The Feds new proposed rules for subprime mortgages are open for public comment for 90 days, after which the central bank will review any comments and consider making alterations before issuing the final rules.
Subprime Mortgages Recommendations
Stop mortgage lenders from giving consumers unaffordable loans. Prohibit mortgage brokers or mortgage lenders from extending credit with no consideration of the persons capability to repay the loan.
A main reason for the rise in foreclosures is due to mortgage lenders doling out subprime mortgage home loans with adjustable rate features based on the borrowers ability pay the mortgage on the low introductory interest rate, not the future reset mortgage rate. Herein, many subprime adjustable rate mortgages scheduled for interest rates reset before 2010, would lead to many more foreclosures due to the consumers inability to pay the higher interest rate mortgages.

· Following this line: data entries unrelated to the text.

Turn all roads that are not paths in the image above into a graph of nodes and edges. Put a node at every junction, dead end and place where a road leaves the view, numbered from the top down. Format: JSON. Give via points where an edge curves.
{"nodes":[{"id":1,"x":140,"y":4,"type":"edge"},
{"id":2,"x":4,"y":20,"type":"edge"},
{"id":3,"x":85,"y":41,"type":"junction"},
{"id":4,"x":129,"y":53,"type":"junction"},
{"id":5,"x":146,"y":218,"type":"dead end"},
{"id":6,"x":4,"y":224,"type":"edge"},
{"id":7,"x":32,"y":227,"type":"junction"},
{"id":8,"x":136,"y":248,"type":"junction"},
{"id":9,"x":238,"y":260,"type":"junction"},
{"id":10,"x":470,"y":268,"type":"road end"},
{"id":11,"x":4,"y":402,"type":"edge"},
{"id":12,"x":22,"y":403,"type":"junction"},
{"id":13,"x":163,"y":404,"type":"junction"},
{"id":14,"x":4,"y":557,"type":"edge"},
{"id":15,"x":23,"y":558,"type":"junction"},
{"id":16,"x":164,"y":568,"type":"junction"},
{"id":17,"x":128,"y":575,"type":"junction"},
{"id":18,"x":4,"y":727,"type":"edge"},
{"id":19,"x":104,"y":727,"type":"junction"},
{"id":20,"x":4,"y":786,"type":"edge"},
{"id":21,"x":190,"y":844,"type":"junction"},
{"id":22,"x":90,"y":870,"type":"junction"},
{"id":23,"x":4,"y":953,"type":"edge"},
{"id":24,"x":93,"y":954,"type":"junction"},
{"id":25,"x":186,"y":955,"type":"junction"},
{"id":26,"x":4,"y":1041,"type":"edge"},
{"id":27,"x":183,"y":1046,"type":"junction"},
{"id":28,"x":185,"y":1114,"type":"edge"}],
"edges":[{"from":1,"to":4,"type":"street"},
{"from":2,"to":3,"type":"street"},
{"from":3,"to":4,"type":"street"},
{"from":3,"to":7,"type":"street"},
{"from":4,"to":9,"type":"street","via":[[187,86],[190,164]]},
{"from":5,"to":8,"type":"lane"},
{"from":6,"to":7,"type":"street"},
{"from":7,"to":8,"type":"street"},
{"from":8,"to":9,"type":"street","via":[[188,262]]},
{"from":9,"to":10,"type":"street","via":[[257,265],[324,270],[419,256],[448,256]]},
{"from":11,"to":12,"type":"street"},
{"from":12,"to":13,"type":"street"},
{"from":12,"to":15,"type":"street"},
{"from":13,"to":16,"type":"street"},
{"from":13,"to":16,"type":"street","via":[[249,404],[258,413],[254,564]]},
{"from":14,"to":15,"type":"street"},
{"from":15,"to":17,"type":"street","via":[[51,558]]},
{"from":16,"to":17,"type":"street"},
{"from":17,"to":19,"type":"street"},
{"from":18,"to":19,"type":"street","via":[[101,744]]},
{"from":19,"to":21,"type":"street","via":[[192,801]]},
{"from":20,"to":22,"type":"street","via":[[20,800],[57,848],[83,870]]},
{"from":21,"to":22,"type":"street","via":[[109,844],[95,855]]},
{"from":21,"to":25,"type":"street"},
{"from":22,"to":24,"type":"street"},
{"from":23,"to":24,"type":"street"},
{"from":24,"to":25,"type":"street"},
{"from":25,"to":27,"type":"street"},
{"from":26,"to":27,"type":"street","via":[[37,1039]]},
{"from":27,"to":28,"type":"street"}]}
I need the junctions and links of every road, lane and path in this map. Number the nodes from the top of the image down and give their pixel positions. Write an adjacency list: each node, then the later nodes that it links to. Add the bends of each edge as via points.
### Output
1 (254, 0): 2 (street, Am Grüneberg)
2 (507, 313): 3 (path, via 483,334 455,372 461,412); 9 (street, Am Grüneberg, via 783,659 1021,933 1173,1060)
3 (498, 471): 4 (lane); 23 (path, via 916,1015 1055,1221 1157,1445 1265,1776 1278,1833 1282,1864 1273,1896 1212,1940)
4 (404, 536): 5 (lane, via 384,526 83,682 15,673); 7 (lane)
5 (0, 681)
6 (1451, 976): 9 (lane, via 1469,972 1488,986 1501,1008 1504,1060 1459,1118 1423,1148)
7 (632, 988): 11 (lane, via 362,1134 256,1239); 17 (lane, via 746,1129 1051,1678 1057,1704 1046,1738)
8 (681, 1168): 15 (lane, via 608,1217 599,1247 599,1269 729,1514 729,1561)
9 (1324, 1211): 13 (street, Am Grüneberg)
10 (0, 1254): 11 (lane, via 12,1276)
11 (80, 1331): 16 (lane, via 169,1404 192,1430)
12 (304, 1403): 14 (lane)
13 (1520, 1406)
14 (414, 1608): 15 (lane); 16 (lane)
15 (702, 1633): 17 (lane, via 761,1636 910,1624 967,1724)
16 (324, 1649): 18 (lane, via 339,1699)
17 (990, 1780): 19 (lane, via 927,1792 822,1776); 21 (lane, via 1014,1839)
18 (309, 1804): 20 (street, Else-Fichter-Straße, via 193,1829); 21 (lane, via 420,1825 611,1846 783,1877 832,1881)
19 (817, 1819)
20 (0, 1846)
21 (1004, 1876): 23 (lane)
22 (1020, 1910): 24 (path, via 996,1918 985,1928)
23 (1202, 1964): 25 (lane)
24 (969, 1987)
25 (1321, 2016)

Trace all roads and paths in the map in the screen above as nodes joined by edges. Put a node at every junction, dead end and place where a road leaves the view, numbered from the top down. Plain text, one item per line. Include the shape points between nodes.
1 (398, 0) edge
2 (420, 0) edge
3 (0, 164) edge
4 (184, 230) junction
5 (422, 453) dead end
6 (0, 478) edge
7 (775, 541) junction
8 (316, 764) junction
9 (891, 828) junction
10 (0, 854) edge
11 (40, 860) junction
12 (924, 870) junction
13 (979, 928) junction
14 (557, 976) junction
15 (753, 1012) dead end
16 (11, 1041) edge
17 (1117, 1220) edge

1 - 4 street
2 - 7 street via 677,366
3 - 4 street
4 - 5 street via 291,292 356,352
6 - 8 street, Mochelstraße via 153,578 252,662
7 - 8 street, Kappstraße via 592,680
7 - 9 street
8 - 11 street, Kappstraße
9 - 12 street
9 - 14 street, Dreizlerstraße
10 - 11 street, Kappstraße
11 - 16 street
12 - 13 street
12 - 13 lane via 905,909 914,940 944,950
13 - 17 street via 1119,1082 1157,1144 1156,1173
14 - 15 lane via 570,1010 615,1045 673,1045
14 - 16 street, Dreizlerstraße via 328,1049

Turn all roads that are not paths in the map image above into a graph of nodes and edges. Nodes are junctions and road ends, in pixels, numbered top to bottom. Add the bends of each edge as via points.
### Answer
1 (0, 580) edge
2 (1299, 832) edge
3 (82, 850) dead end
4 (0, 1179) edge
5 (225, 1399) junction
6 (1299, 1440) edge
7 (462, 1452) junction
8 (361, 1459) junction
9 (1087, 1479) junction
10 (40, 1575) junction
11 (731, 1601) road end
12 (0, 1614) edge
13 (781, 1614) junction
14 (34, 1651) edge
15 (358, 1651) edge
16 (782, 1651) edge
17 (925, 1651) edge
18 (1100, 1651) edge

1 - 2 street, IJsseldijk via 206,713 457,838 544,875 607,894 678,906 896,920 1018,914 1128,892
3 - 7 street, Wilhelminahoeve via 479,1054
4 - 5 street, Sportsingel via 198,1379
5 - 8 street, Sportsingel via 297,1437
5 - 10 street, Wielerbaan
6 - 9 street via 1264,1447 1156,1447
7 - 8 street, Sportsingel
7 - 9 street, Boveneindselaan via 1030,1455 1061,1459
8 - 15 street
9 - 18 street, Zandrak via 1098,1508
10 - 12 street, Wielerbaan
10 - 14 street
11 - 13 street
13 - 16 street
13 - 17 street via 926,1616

Thus, the central bank has proposed for mortgage lenders and mortgage brokers to assess the consumers ability to pay the mortgage loan on the reset rates not the low introductory interest rates.
End liar mortgages. Mortgage lenders dont verify the borrowers income before making the loan, leading to the borrowers incapacity to make payments on their homes, let alone the reset rates. Instead, home loan lenders would have to verify the borrowers income and assets.
Eliminate or limit prepayment penalties. Currently, if homeowners want to do a mortgage refinance to lower mortgage rates, they are prevented from doing so because of punitive prepayment penalties that can be as much as six months of mortgage payments.
The Fed proposal would require lenders to waive prepayment penalties for 60 days prior to a loan rate resetting.
Necessitate or promote escrowing of insurance or taxes. Many lenders never disclosed to consumers the true costs of owning a home, excluded critical information.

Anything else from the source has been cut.